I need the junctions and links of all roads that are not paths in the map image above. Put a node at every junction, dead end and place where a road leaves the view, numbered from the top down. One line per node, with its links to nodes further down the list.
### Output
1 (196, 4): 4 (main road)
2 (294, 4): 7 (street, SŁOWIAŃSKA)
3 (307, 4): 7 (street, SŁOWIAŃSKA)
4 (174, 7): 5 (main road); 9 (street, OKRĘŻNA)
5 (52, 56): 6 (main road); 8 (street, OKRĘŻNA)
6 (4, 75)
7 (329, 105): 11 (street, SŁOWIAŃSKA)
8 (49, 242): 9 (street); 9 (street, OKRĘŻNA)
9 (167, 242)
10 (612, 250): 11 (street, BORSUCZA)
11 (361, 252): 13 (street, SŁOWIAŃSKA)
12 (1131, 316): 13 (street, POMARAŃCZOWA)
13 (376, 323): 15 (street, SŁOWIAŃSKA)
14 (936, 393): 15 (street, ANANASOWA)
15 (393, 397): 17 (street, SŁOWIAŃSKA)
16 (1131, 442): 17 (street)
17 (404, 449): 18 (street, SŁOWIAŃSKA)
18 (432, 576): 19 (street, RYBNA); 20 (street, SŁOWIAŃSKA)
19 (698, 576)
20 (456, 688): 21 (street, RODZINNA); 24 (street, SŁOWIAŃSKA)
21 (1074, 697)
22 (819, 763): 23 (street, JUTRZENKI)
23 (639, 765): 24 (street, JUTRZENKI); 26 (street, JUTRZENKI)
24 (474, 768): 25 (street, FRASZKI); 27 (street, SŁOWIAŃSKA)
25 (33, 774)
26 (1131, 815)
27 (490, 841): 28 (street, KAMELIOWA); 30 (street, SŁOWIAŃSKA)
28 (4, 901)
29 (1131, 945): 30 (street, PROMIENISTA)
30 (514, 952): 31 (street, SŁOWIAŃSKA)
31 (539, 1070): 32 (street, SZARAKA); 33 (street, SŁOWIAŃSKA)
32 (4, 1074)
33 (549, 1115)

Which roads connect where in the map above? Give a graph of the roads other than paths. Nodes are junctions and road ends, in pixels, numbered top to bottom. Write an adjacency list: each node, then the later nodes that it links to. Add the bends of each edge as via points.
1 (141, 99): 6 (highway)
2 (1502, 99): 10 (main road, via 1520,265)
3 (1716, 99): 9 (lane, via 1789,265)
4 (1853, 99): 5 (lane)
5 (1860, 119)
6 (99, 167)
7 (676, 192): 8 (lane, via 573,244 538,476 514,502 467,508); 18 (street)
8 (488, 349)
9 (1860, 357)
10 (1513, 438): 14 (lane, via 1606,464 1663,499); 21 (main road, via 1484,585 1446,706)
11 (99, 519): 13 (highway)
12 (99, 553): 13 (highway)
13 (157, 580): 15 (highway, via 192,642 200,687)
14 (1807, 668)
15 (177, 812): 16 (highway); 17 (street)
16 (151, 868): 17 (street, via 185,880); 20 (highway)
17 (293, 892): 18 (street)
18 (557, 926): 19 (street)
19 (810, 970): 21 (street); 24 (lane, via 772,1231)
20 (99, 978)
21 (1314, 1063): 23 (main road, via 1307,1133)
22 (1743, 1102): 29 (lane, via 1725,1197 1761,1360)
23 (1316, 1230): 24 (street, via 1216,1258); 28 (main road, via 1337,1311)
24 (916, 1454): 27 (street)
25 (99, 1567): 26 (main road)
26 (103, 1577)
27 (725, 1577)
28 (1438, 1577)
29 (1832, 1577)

### [AIM OF THE TASK]
The records above are to be written out again word for word.

### [WRITTEN SOLUTION]
I need the junctions and links of all roads that are not paths in the map image above. Put a node at every junction, dead end and place where a road leaves the view, numbered from the top down. One line per node, with its links to nodes further down the list.
### Output
1 (196, 4): 4 (main road)
2 (294, 4): 7 (street, SŁOWIAŃSKA)
3 (307, 4): 7 (street, SŁOWIAŃSKA)
4 (174, 7): 5 (main road); 9 (street, OKRĘŻNA)
5 (52, 56): 6 (main road); 8 (street, OKRĘŻNA)
6 (4, 75)
7 (329, 105): 11 (street, SŁOWIAŃSKA)
8 (49, 242): 9 (street); 9 (street, OKRĘŻNA)
9 (167, 242)
10 (612, 250): 11 (street, BORSUCZA)
11 (361, 252): 13 (street, SŁOWIAŃSKA)
12 (1131, 316): 13 (street, POMARAŃCZOWA)
13 (376, 323): 15 (street, SŁOWIAŃSKA)
14 (936, 393): 15 (street, ANANASOWA)
15 (393, 397): 17 (street, SŁOWIAŃSKA)
16 (1131, 442): 17 (street)
17 (404, 449): 18 (street, SŁOWIAŃSKA)
18 (432, 576): 19 (street, RYBNA); 20 (street, SŁOWIAŃSKA)
19 (698, 576)
20 (456, 688): 21 (street, RODZINNA); 24 (street, SŁOWIAŃSKA)
21 (1074, 697)
22 (819, 763): 23 (street, JUTRZENKI)
23 (639, 765): 24 (street, JUTRZENKI); 26 (street, JUTRZENKI)
24 (474, 768): 25 (street, FRASZKI); 27 (street, SŁOWIAŃSKA)
25 (33, 774)
26 (1131, 815)
27 (490, 841): 28 (street, KAMELIOWA); 30 (street, SŁOWIAŃSKA)
28 (4, 901)
29 (1131, 945): 30 (street, PROMIENISTA)
30 (514, 952): 31 (street, SŁOWIAŃSKA)
31 (539, 1070): 32 (street, SZARAKA); 33 (street, SŁOWIAŃSKA)
32 (4, 1074)
33 (549, 1115)

Which roads connect where in the map above? Give a graph of the roads other than paths. Nodes are junctions and road ends, in pixels, numbered top to bottom. Write an adjacency list: each node, then the later nodes that it links to. Add the bends of each edge as via points.
1 (141, 99): 6 (highway)
2 (1502, 99): 10 (main road, via 1520,265)
3 (1716, 99): 9 (lane, via 1789,265)
4 (1853, 99): 5 (lane)
5 (1860, 119)
6 (99, 167)
7 (676, 192): 8 (lane, via 573,244 538,476 514,502 467,508); 18 (street)
8 (488, 349)
9 (1860, 357)
10 (1513, 438): 14 (lane, via 1606,464 1663,499); 21 (main road, via 1484,585 1446,706)
11 (99, 519): 13 (highway)
12 (99, 553): 13 (highway)
13 (157, 580): 15 (highway, via 192,642 200,687)
14 (1807, 668)
15 (177, 812): 16 (highway); 17 (street)
16 (151, 868): 17 (street, via 185,880); 20 (highway)
17 (293, 892): 18 (street)
18 (557, 926): 19 (street)
19 (810, 970): 21 (street); 24 (lane, via 772,1231)
20 (99, 978)
21 (1314, 1063): 23 (main road, via 1307,1133)
22 (1743, 1102): 29 (lane, via 1725,1197 1761,1360)
23 (1316, 1230): 24 (street, via 1216,1258); 28 (main road, via 1337,1311)
24 (916, 1454): 27 (street)
25 (99, 1567): 26 (main road)
26 (103, 1577)
27 (725, 1577)
28 (1438, 1577)
29 (1832, 1577)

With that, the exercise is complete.